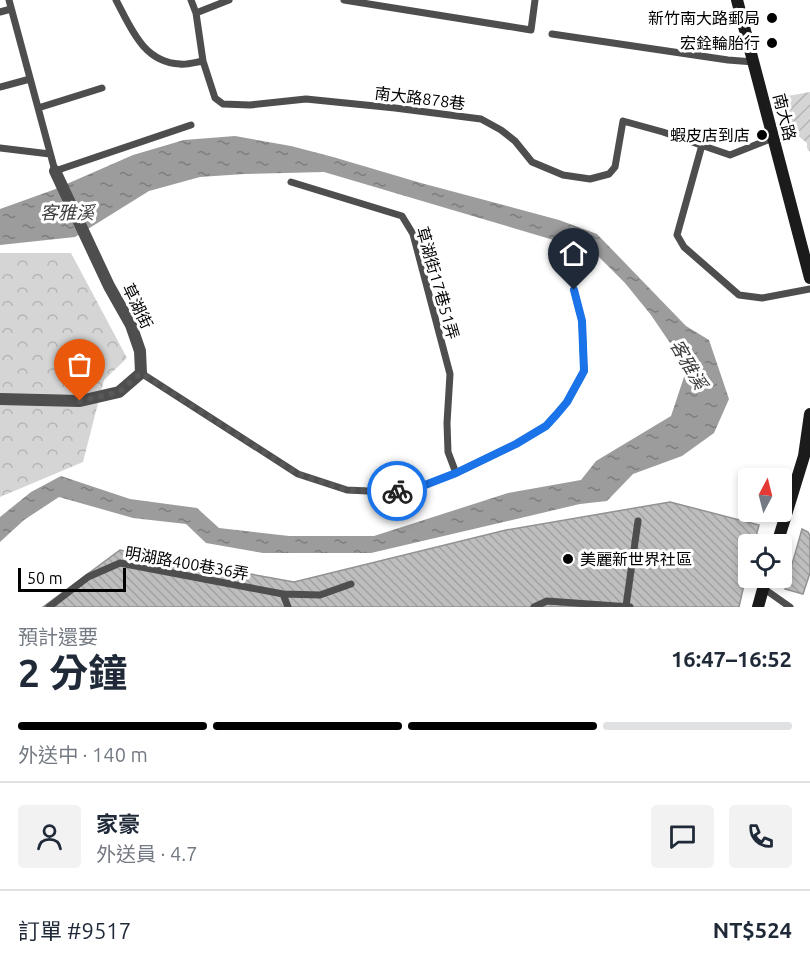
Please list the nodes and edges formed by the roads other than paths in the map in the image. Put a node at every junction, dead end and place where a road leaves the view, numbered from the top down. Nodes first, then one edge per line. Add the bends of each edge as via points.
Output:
1 (9, 0) edge
2 (116, 0) edge
3 (191, 0) edge
4 (229, 0) edge
5 (344, 0) edge
6 (535, 0) edge
7 (738, 0) edge
8 (11, 9) junction
9 (0, 12) edge
10 (195, 13) junction
11 (552, 34) dead end
12 (203, 61) junction
13 (754, 62) junction
14 (30, 79) junction
15 (0, 87) edge
16 (102, 88) dead end
17 (38, 108) junction
18 (191, 125) dead end
19 (773, 138) junction
20 (702, 145) junction
21 (0, 148) edge
22 (50, 154) junction
23 (55, 171) junction
24 (291, 182) dead end
25 (810, 278) edge
26 (810, 289) edge
27 (574, 290) dead end
28 (141, 373) junction
29 (0, 399) edge
30 (810, 414) edge
31 (456, 473) junction
32 (638, 521) dead end
33 (780, 534) edge
34 (351, 584) dead end
35 (764, 588) edge
36 (770, 588) edge
37 (283, 594) junction
38 (546, 604) edge
39 (49, 607) edge
40 (288, 607) edge
41 (534, 607) edge
42 (628, 607) edge
43 (759, 607) edge
44 (790, 607) edge

1 - 8 lane
2 - 12 lane via 140,45 159,59 180,64
3 - 10 lane, 南大路878巷
4 - 10 lane
5 - 6 lane via 531,30
7 - 13 main road, 南大路
8 - 9 lane
8 - 14 lane
10 - 12 lane, 南大路878巷
11 - 13 lane
12 - 20 lane, 南大路878巷 via 215,98 223,104 306,99 481,119 515,141 532,162 563,175 590,179 609,174 615,167 623,121
13 - 19 main road, 南大路
14 - 15 lane
14 - 17 lane
16 - 17 lane
17 - 22 lane
18 - 23 lane
19 - 20 lane, 南大路878巷 via 730,155
19 - 25 main road, 南大路
20 - 26 lane via 677,234 684,247 740,295 762,298
21 - 22 lane
22 - 23 lane
23 - 28 street, 草湖街 via 131,325 140,351
24 - 31 lane, 草湖街17巷51弄 via 402,216 413,234 450,374 448,452
27 - 31 lane via 582,321 584,371 567,402 546,426
28 - 29 street via 119,392 80,401
28 - 31 lane via 298,474 347,490 389,492 425,485
30 - 33 main road via 804,456
32 - 42 lane
34 - 37 lane, 明湖路400巷36弄 via 320,595
35 - 43 main road
36 - 44 lane
37 - 39 lane, 明湖路400巷36弄 via 120,563 88,578
37 - 40 lane
38 - 41 lane
38 - 42 lane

+++++

TASK BRIEF. Extract every line of the records above that contains the word "road".

WRITTEN SOLUTION.
Please list the nodes and edges formed by the roads other than paths in the map in the image. Put a node at every junction, dead end and place where a road leaves the view, numbered from the top down. Nodes first, then one edge per line. Add the bends of each edge as via points.
7 - 13 main road, 南大路
13 - 19 main road, 南大路
19 - 25 main road, 南大路
30 - 33 main road via 804,456
35 - 43 main road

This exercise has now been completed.